Posted on: January 16, 2012

Ben Mezrich has chronicled the high-stakes shenanigans of shady students at elite educational institutions for nearly a decade. His best-sellers include: Bringing Down the House: The Inside Story of Six MIT Students Who Took Vegas for Millions; Ugly Americans: The True Story of the Ivy League Cowboys Who Raided the Asian Markets for Millions; and The Accidental Billionaires: The Founding of Facebook. In his latest book, the precocious protagonist is Thad Roberts, an aspiring astronaut who steals moon rocks from NASA. Allegedly worth millions, the lunar samples are literally priceless, since it’s illegal for anyone to buy, sell, or even own a piece of the moon.

Sex on the Moon is a compelling hybrid of heist thriller, love story, and morality tale.
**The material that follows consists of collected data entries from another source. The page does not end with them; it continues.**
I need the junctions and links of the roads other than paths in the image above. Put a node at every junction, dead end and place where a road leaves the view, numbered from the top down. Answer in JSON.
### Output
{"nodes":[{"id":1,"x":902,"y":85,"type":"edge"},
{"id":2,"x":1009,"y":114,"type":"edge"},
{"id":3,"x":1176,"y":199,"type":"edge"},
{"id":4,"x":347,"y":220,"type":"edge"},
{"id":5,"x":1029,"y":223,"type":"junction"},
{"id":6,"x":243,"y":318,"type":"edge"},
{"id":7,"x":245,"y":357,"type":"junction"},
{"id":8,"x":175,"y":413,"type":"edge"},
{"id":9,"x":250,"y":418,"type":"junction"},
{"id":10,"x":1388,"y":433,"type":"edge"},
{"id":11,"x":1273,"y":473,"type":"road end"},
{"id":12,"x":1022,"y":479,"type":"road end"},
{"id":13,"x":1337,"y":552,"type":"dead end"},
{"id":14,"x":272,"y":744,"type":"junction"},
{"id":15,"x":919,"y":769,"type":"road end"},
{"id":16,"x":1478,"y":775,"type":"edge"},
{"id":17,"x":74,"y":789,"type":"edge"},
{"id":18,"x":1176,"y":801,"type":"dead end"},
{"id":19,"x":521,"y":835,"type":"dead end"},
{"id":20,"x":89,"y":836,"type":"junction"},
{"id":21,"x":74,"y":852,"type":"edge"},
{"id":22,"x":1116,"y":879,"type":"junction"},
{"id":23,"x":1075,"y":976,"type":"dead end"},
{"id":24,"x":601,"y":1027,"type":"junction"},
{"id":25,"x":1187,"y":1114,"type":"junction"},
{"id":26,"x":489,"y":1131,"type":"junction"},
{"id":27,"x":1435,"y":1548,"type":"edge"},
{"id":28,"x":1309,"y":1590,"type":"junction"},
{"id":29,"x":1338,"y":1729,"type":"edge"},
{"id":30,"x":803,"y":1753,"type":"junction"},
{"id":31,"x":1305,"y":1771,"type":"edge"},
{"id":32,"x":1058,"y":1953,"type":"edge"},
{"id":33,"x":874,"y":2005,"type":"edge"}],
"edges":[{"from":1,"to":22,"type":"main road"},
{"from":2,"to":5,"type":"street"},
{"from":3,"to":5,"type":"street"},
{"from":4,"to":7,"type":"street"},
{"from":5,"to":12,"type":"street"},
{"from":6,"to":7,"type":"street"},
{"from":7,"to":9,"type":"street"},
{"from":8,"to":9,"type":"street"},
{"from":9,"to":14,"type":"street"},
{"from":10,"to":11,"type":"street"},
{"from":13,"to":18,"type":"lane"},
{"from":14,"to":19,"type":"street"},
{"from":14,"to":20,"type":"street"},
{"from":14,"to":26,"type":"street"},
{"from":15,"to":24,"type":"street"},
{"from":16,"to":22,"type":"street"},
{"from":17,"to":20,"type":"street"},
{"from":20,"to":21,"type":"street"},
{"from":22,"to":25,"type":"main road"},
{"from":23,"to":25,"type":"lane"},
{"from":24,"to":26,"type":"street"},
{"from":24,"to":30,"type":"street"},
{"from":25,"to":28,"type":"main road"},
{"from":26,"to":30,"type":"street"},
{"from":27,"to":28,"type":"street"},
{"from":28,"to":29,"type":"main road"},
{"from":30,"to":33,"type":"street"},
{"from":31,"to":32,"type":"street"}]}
Beneath the page turner plot, the book both celebrates and critiques the American values of self-improvement, prosperity, and recognition. As in his prior work, Mezrich vacillates between elitism and anti-elitism. His portrait of Roberts implies a fine line between striver and criminal, romantic and sociopath.

While Mezrich never condones the moon rock heist, he humanizes Roberts in his transformation from bright star to thief. The sympathetic portrait starts as Roberts escapes his small-town roots and the Mormon parents who disown him for the sin of premarital sex. He then catapults from the University of Utah to an elite internship at NASA’s Johnson Space Center in Houston. There, among some of the country’s top science students, he becomes the big man on campus: teacher’s pet, party boy, daredevil, and man of mystery. Despite his success, he still never feels like he belongs. Eventually, he hatches a plan to steal the moon rocks with his new girlfriend and pull off “the heist of the millennium.” By now, the reader is rooting for him to succeed.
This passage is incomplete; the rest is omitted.